**What is being asked:** Copy the records below exactly as they stand. Leave out the pictures.

**Record excerpts:**
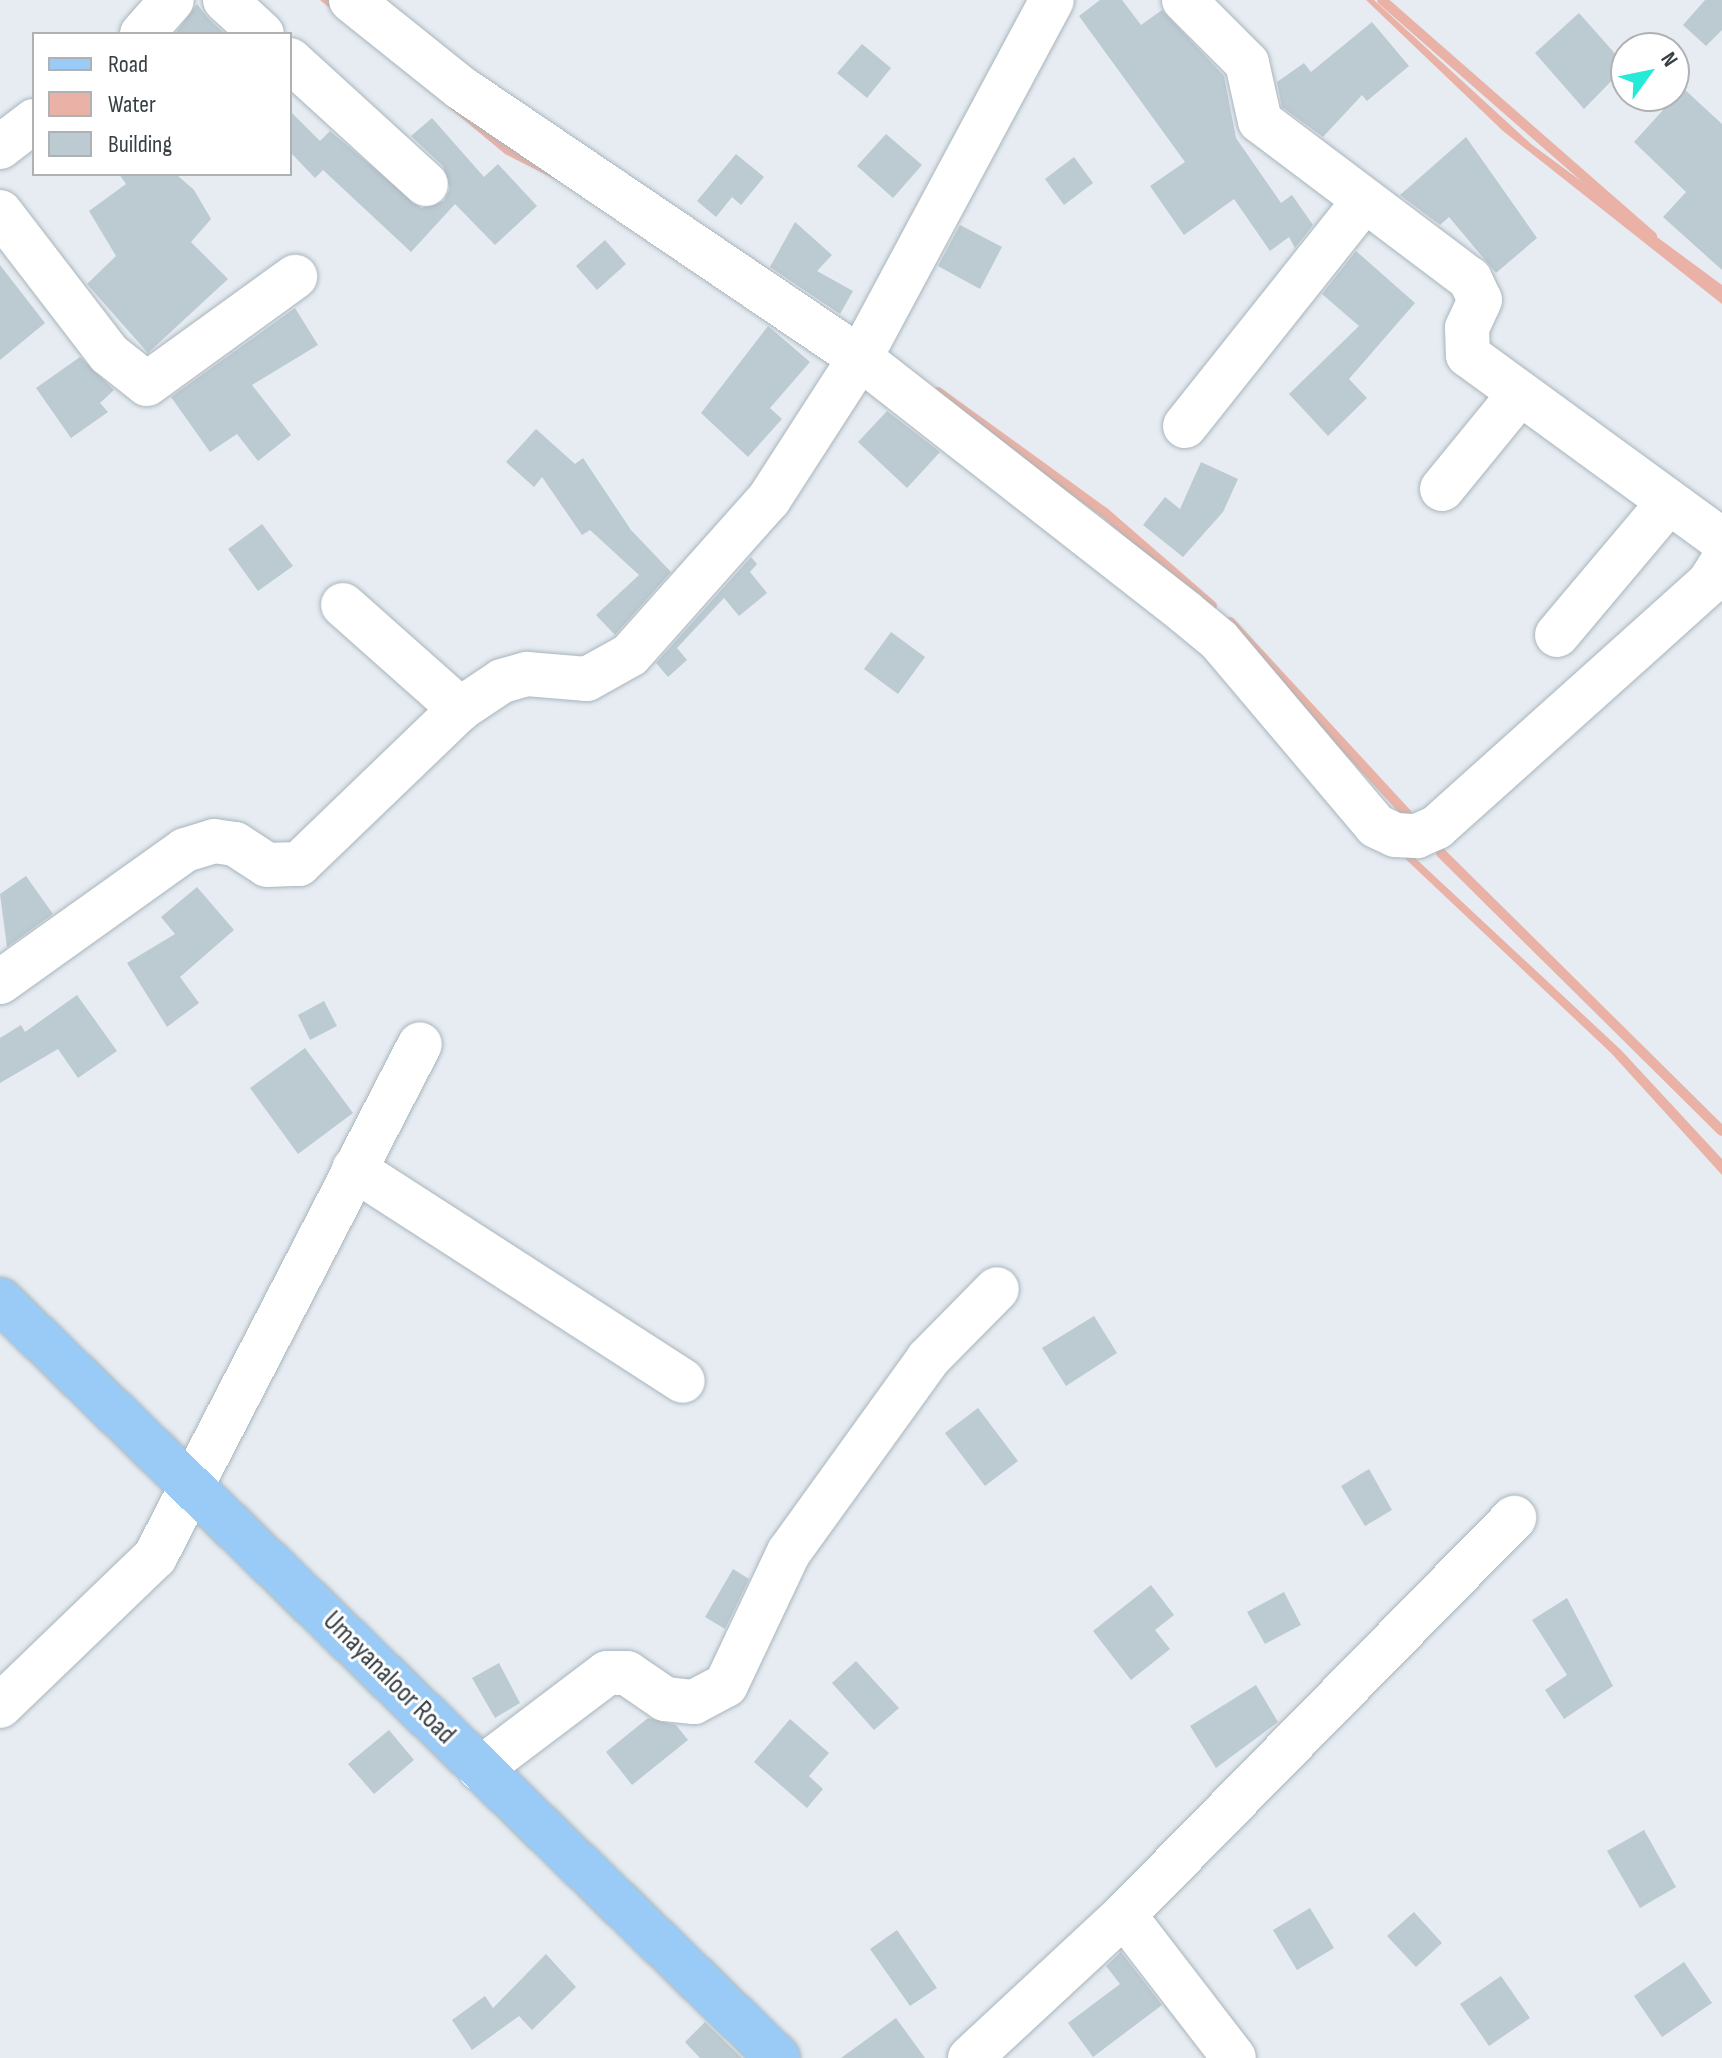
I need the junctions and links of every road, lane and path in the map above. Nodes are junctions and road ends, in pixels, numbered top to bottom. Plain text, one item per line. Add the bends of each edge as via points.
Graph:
1 (172, 0) edge
2 (225, 0) edge
3 (351, 0) edge
4 (1052, 0) edge
5 (1184, 0) edge
6 (144, 32) edge
7 (260, 32) edge
8 (292, 62) edge
9 (32, 123) edge
10 (0, 147) edge
11 (426, 184) dead end
12 (1364, 201) junction
13 (0, 212) edge
14 (295, 277) dead end
15 (860, 358) junction
16 (1517, 397) junction
17 (1185, 426) dead end
18 (1442, 489) dead end
19 (1668, 503) junction
20 (1722, 540) edge
21 (1722, 562) edge
22 (343, 605) dead end
23 (1557, 635) dead end
24 (460, 709) junction
25 (0, 982) edge
26 (420, 1044) dead end
27 (354, 1169) junction
28 (997, 1289) dead end
29 (0, 1300) edge
30 (683, 1381) dead end
31 (193, 1486) junction
32 (1514, 1518) dead end
33 (0, 1706) edge
34 (480, 1769) junction
35 (1124, 1915) junction
36 (778, 2058) edge
37 (970, 2058) edge
38 (1234, 2058) edge

1 - 6 street
2 - 7 street
3 - 15 street via 461,88
4 - 15 street
5 - 12 street via 1247,63 1260,121
8 - 11 street
9 - 10 street
12 - 16 street via 1470,279 1480,300 1467,328 1468,355
12 - 17 street
13 - 14 street via 109,354 147,384
15 - 21 street via 1219,640 1376,826 1395,835 1417,836 1437,827 1709,583
15 - 24 street via 769,499 630,655 587,679 527,674 502,681
16 - 18 street
16 - 19 street
19 - 20 street
19 - 23 street
22 - 24 street
24 - 25 street via 299,864 267,865 235,844 214,841 185,850
26 - 27 street
27 - 30 street
27 - 31 street
28 - 34 street via 928,1359 789,1552 726,1685 694,1702 665,1699 627,1673 607,1673
29 - 31 main road, Umayanaloor Road
31 - 33 street via 155,1557
31 - 34 main road, Umayanaloor Road
32 - 35 street
34 - 36 main road, Umayanaloor Road
35 - 37 street
35 - 38 street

**Solved exercise:**
I need the junctions and links of every road, lane and path in the map above. Nodes are junctions and road ends, in pixels, numbered top to bottom. Plain text, one item per line. Add the bends of each edge as via points.
Graph:
1 (172, 0) edge
2 (225, 0) edge
3 (351, 0) edge
4 (1052, 0) edge
5 (1184, 0) edge
6 (144, 32) edge
7 (260, 32) edge
8 (292, 62) edge
9 (32, 123) edge
10 (0, 147) edge
11 (426, 184) dead end
12 (1364, 201) junction
13 (0, 212) edge
14 (295, 277) dead end
15 (860, 358) junction
16 (1517, 397) junction
17 (1185, 426) dead end
18 (1442, 489) dead end
19 (1668, 503) junction
20 (1722, 540) edge
21 (1722, 562) edge
22 (343, 605) dead end
23 (1557, 635) dead end
24 (460, 709) junction
25 (0, 982) edge
26 (420, 1044) dead end
27 (354, 1169) junction
28 (997, 1289) dead end
29 (0, 1300) edge
30 (683, 1381) dead end
31 (193, 1486) junction
32 (1514, 1518) dead end
33 (0, 1706) edge
34 (480, 1769) junction
35 (1124, 1915) junction
36 (778, 2058) edge
37 (970, 2058) edge
38 (1234, 2058) edge

1 - 6 street
2 - 7 street
3 - 15 street via 461,88
4 - 15 street
5 - 12 street via 1247,63 1260,121
8 - 11 street
9 - 10 street
12 - 16 street via 1470,279 1480,300 1467,328 1468,355
12 - 17 street
13 - 14 street via 109,354 147,384
15 - 21 street via 1219,640 1376,826 1395,835 1417,836 1437,827 1709,583
15 - 24 street via 769,499 630,655 587,679 527,674 502,681
16 - 18 street
16 - 19 street
19 - 20 street
19 - 23 street
22 - 24 street
24 - 25 street via 299,864 267,865 235,844 214,841 185,850
26 - 27 street
27 - 30 street
27 - 31 street
28 - 34 street via 928,1359 789,1552 726,1685 694,1702 665,1699 627,1673 607,1673
29 - 31 main road, Umayanaloor Road
31 - 33 street via 155,1557
31 - 34 main road, Umayanaloor Road
32 - 35 street
34 - 36 main road, Umayanaloor Road
35 - 37 street
35 - 38 street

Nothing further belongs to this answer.